KeisukeKamataki writeup of Cohen 2003
From Cohen Courses
Jump to navigationJump to searchThis is a review of Cohen_2003_a_comparison_of_string_distance_metrics_for_name_matching_tasks by user:KeisukeKamataki.
Summary: This paper implements and compares several methods of string distance for named entity matching/clustering.

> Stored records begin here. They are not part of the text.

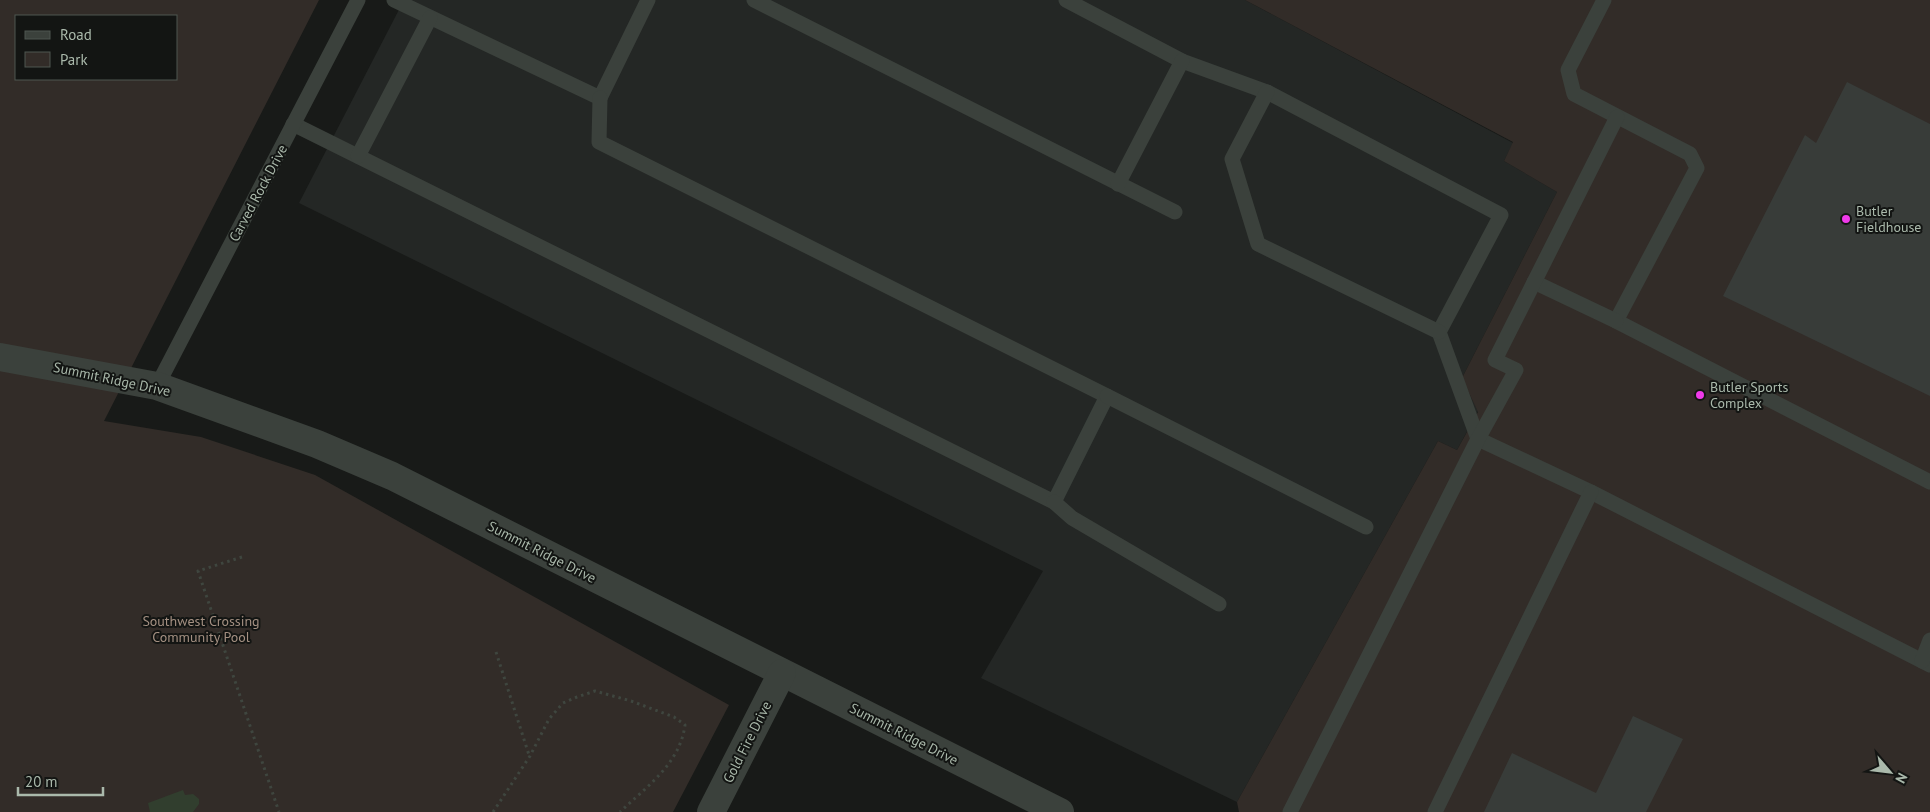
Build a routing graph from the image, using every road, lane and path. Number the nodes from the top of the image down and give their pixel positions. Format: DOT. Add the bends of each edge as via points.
graph roads {
  1 [pos="358,0"];
  2 [pos="394,0"];
  3 [pos="648,0"];
  4 [pos="754,0"];
  5 [pos="1066,0"];
  6 [pos="1604,0"];
  7 [pos="430,18"];
  8 [pos="1182,61"];
  9 [pos="1268,92"];
  10 [pos="600,98"];
  11 [pos="1617,117"];
  12 [pos="294,124"];
  13 [pos="358,156"];
  14 [pos="1118,184"];
  15 [pos="1175,212"];
  16 [pos="1534,282"];
  17 [pos="1616,322"];
  18 [pos="1439,332"];
  19 [pos="0,357"];
  20 [pos="157,386"];
  21 [pos="1108,396"];
  22 [pos="1478,439"];
  23 [pos="1930,482"];
  24 [pos="1591,492"];
  25 [pos="1054,502"];
  26 [pos="1366,527"];
  27 [pos="242,557"];
  28 [pos="1219,604"];
  29 [pos="1930,640"];
  30 [pos="496,652"];
  31 [pos="1926,663"];
  32 [pos="782,673"];
  33 [pos="530,756"];
  34 [pos="279,812"];
  35 [pos="493,812"];
  36 [pos="620,812"];
  37 [pos="711,812"];
  38 [pos="1059,812"];
  39 [pos="1290,812"];
  40 [pos="1435,812"];
  1 -- 12 [label="lane, Carved Rock Drive"];
  2 -- 7 [label="lane"];
  3 -- 10 [label="lane"];
  4 -- 14 [label="lane"];
  5 -- 8 [label="lane"];
  6 -- 11 [label="lane" via="1568,70 1574,94"];
  7 -- 10 [label="lane"];
  7 -- 13 [label="lane"];
  8 -- 9 [label="lane"];
  8 -- 14 [label="lane"];
  9 -- 18 [label="lane" via="1232,159 1258,244"];
  9 -- 18 [label="lane" via="1501,215"];
  10 -- 21 [label="lane" via="599,142"];
  11 -- 16 [label="lane"];
  11 -- 17 [label="lane" via="1690,154 1697,168"];
  12 -- 13 [label="lane"];
  12 -- 20 [label="lane, Carved Rock Drive"];
  13 -- 25 [label="lane"];
  14 -- 15 [label="lane"];
  16 -- 17 [label="lane"];
  16 -- 22 [label="lane" via="1496,360 1516,370"];
  17 -- 23 [label="lane"];
  18 -- 22 [label="lane"];
  19 -- 20 [label="street, Summit Ridge Drive"];
  20 -- 32 [label="street, Summit Ridge Drive" via="392,476"];
  21 -- 25 [label="lane"];
  21 -- 26 [label="lane"];
  22 -- 24 [label="lane"];
  22 -- 39 [label="lane"];
  24 -- 31 [label="lane"];
  24 -- 40 [label="lane"];
  25 -- 28 [label="lane" via="1072,518"];
  27 -- 34 [label="path" via="198,571"];
  29 -- 31 [label="lane"];
  30 -- 33 [label="path"];
  32 -- 37 [label="street, Gold Fire Drive"];
  32 -- 38 [label="street, Summit Ridge Drive"];
  33 -- 35 [label="path"];
  33 -- 36 [label="path" via="549,719 564,703 595,692 631,700 674,717 685,725 676,752 658,778"];
}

- Edit-distance like functions:
- Levenstein distance -> Well-known, unit cost to all edit operations
- Jaro similarity metrics -> based on the number and order of common characters between two strings
- Jaro-Winkler metrics -> Jero distance + using the length P of the longest common prefix of two terms
- Token-based distance functions (regarding two strings as bags of tokens):
- Jaccoard similarity -> simply the size(|S_and_T|/|S_or_T|) of word sets S and T
- TF-IDF -> cosine similarity in terms of term frequency and doc frequency
- Jensen-Shannon -> based on KL divergence
- SFS-distance -> based on probability distribution of word appearance
- Hybrid distance function:soft TF-IDF
- Level Two Distance function -> Also consider the result of secondary distance function
- soft TF-IDF -> consider Jaro-Winker as a secondary distance
For matching task, SoftTF-IDF,TF-IDF, SFS and Level2 Jaro-Winkler worked well (especially SoftTF-IDF). SoftTF-IDF worked also best for clustering task.
I like: The set of experimental settings seem to be reasonable. It was a nice finding that TF-IDF based methods which are based on simple ideas give us the best performance.